== SOURCE MATERIAL ==
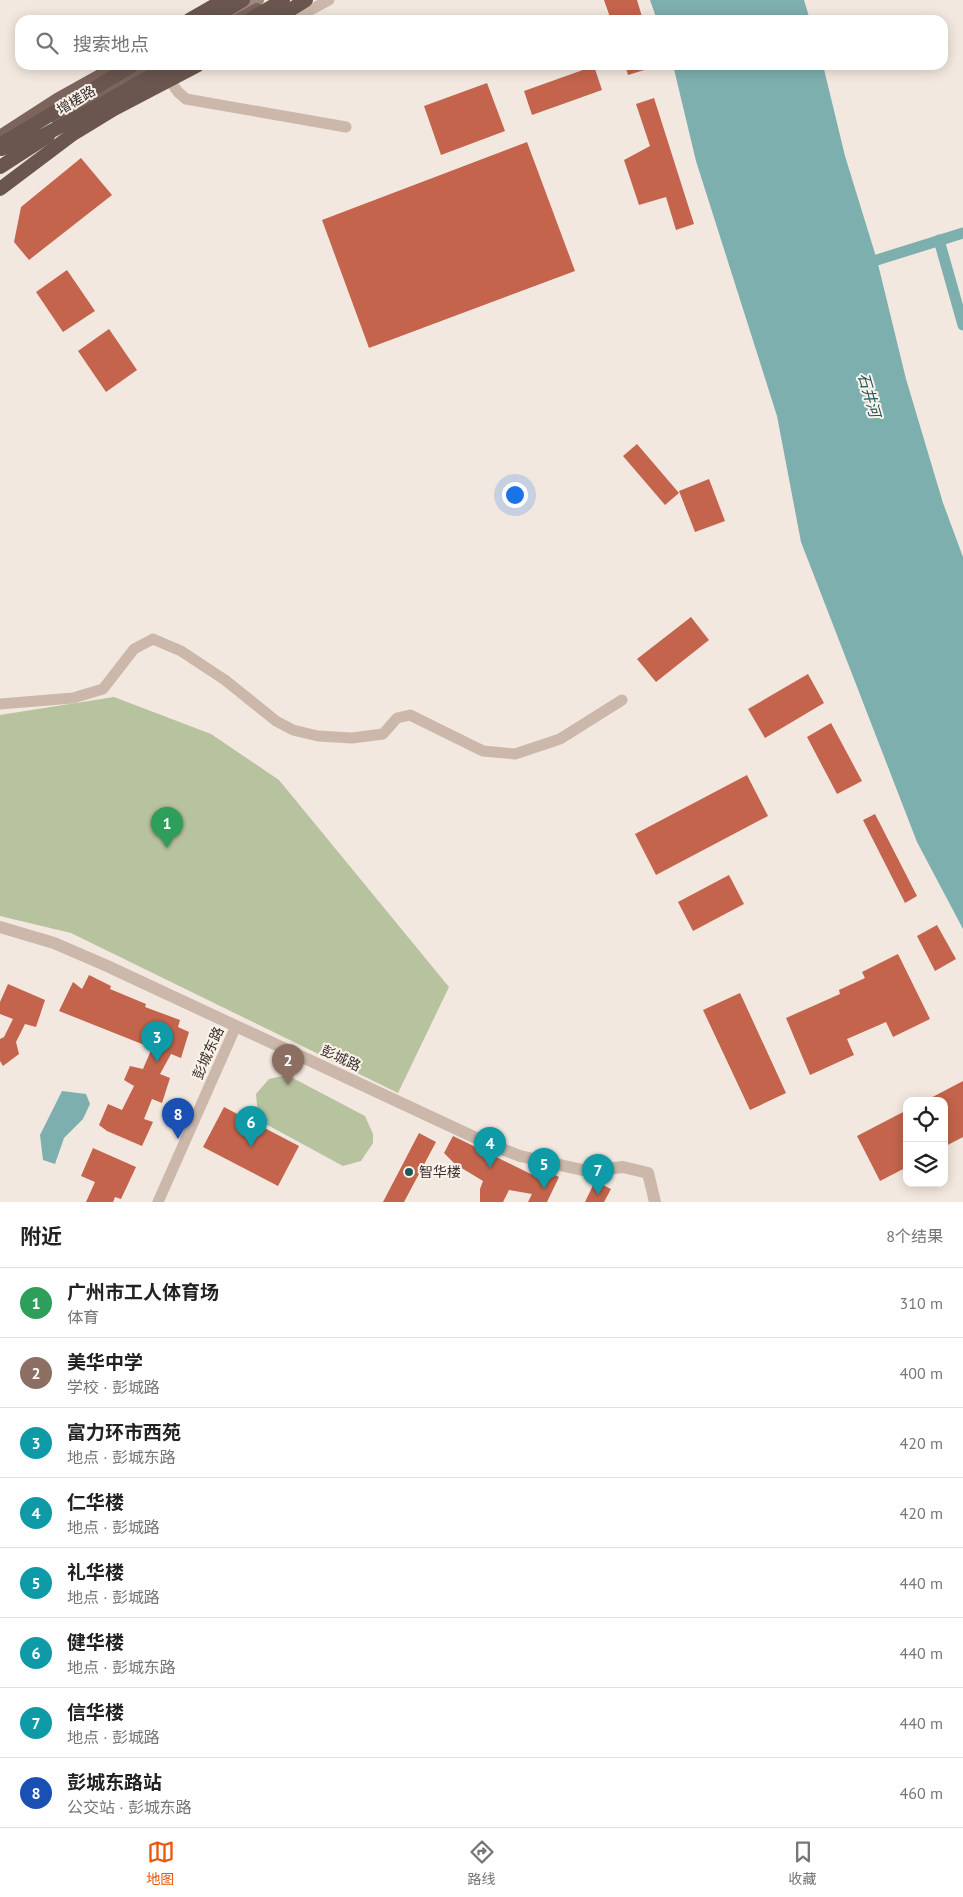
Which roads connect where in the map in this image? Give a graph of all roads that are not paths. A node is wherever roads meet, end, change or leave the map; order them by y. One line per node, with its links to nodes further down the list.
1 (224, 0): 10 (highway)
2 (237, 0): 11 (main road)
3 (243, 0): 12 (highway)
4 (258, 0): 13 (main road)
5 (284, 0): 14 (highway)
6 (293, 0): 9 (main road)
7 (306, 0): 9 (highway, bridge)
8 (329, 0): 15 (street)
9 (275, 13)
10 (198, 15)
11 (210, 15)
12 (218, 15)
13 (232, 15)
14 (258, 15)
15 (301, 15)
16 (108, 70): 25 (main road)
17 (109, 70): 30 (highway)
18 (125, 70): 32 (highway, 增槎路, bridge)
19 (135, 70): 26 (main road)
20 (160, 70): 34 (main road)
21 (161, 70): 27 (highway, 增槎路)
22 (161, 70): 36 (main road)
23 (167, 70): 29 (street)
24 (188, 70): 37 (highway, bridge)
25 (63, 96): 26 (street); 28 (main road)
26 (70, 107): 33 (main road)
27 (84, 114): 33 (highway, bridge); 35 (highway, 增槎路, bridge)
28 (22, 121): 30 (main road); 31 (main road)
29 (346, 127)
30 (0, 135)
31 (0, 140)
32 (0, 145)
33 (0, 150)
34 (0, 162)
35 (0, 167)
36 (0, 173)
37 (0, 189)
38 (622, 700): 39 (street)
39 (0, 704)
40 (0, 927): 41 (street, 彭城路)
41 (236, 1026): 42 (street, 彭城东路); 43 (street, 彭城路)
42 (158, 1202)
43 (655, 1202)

== DIRECTIONS FOR THIS TASK ==
Please retype every record shown above, exactly as written, but without pictures.

== FINAL ANSWER ==
Which roads connect where in the map in this image? Give a graph of all roads that are not paths. A node is wherever roads meet, end, change or leave the map; order them by y. One line per node, with its links to nodes further down the list.
1 (224, 0): 10 (highway)
2 (237, 0): 11 (main road)
3 (243, 0): 12 (highway)
4 (258, 0): 13 (main road)
5 (284, 0): 14 (highway)
6 (293, 0): 9 (main road)
7 (306, 0): 9 (highway, bridge)
8 (329, 0): 15 (street)
9 (275, 13)
10 (198, 15)
11 (210, 15)
12 (218, 15)
13 (232, 15)
14 (258, 15)
15 (301, 15)
16 (108, 70): 25 (main road)
17 (109, 70): 30 (highway)
18 (125, 70): 32 (highway, 增槎路, bridge)
19 (135, 70): 26 (main road)
20 (160, 70): 34 (main road)
21 (161, 70): 27 (highway, 增槎路)
22 (161, 70): 36 (main road)
23 (167, 70): 29 (street)
24 (188, 70): 37 (highway, bridge)
25 (63, 96): 26 (street); 28 (main road)
26 (70, 107): 33 (main road)
27 (84, 114): 33 (highway, bridge); 35 (highway, 增槎路, bridge)
28 (22, 121): 30 (main road); 31 (main road)
29 (346, 127)
30 (0, 135)
31 (0, 140)
32 (0, 145)
33 (0, 150)
34 (0, 162)
35 (0, 167)
36 (0, 173)
37 (0, 189)
38 (622, 700): 39 (street)
39 (0, 704)
40 (0, 927): 41 (street, 彭城路)
41 (236, 1026): 42 (street, 彭城东路); 43 (street, 彭城路)
42 (158, 1202)
43 (655, 1202)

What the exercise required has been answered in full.